BCFS Health and Human Services, another division of BCFS that provides emergency management and incident management, has been in charge of the San Angelo unified command of state and local government, as well as other nonprofit responding organizations since April 5. At the peak, more than 1,000 responders were involved in the San Angelo operation.

“The children are being treated with the utmost consideration, care and respect like all people we care for and we will continue to protect their privacy,” BCFS President Kevin Dinnin said. “Special attention is being paid to ensuring their special dietary and religious needs are honored and met. The children’s education needs are also being met.”

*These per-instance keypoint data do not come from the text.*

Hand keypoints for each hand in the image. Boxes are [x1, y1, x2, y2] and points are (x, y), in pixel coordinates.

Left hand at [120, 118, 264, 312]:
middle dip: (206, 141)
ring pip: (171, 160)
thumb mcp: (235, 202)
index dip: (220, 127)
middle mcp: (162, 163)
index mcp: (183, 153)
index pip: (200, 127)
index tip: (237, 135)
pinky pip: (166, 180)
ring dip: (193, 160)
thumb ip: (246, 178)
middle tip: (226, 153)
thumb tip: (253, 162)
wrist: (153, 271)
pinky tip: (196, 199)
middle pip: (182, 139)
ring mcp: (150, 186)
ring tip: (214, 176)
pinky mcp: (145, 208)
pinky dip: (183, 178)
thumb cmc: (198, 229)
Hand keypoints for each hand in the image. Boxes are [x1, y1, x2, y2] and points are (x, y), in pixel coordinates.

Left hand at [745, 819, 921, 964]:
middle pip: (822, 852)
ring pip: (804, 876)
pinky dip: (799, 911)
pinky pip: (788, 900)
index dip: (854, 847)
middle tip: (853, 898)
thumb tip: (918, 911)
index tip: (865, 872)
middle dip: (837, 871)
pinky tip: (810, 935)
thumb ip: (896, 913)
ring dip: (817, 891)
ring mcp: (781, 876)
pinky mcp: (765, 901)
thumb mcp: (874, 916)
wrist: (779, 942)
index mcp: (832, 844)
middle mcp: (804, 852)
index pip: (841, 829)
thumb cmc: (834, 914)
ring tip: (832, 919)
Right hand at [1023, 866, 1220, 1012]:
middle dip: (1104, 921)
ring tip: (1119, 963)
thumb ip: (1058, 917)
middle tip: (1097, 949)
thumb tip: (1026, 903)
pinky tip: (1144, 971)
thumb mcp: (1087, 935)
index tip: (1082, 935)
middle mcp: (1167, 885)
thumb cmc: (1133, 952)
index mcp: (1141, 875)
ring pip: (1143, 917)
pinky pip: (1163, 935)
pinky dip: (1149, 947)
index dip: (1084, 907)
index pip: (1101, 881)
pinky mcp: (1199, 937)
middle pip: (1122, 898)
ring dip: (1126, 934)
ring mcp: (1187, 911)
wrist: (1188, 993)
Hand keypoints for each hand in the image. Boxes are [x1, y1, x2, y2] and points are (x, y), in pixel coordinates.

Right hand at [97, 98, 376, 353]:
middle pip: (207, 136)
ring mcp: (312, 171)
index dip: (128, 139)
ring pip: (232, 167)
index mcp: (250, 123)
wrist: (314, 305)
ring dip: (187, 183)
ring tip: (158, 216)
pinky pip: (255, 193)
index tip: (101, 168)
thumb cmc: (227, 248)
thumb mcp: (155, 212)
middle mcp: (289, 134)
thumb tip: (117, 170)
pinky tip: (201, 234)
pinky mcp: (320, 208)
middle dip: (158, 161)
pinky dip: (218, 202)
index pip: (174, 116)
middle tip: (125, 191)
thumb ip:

The San Angelo shelters kept more than 50 BCFS incident management team members and more than $1 million of BCFS assets in San Angelo three weeks, including two mobile medical units and the mobile feeding unit supported by Texas Baptist Men.

The transfer of children was expected to be completed April 25. More than 1,000 people from numerous state and nonprofit organizations were slated to participate in a critical stress management process as part of the demobilization plan.

“Though there are significant differences, there is a common denominator between what we are doing in this situation and what we did for Hurricane Katrina evacuees and victims of the Sri Lanka tsunami and what we’re doing to help fight the international sex trafficking in Moldova,” Dinnin said. “We didn’t create the situation but are working to meet the needs of those affected.”